## Exercise data
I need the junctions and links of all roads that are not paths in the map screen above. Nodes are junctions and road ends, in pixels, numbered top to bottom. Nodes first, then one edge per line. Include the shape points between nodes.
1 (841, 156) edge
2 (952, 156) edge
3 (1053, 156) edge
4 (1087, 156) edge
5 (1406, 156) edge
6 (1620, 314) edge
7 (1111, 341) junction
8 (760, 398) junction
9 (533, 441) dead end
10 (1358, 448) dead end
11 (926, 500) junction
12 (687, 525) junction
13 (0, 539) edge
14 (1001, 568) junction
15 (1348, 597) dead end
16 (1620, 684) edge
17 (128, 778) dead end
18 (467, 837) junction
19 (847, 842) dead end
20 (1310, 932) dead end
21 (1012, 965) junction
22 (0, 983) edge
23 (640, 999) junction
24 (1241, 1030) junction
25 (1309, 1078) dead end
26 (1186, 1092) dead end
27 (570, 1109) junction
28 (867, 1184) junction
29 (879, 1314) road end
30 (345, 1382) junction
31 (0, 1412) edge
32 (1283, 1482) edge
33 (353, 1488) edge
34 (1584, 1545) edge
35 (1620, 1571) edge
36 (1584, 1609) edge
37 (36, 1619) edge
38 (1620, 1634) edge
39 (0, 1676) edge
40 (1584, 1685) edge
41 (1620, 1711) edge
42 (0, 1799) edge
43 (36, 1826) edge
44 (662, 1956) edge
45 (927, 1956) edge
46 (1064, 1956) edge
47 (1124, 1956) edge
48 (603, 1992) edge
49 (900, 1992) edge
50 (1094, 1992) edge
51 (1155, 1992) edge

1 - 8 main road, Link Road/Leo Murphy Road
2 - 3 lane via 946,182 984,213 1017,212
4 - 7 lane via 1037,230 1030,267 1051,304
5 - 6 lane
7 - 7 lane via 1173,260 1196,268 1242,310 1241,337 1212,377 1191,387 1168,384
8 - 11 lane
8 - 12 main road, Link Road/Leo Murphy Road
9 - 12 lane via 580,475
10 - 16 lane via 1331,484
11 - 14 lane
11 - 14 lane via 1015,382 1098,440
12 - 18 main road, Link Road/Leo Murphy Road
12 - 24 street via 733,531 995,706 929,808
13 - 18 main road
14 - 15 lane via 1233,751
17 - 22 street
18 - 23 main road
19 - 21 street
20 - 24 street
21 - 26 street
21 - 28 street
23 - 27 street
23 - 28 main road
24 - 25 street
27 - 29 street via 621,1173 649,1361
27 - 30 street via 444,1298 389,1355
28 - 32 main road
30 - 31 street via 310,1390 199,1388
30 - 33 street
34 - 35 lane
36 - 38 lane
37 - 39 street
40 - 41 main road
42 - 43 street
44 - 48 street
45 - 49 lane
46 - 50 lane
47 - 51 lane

## Exercise brief
Go through the records line by line and count those that contain the string "road". Answer with the count alone.

## Answer for the task
10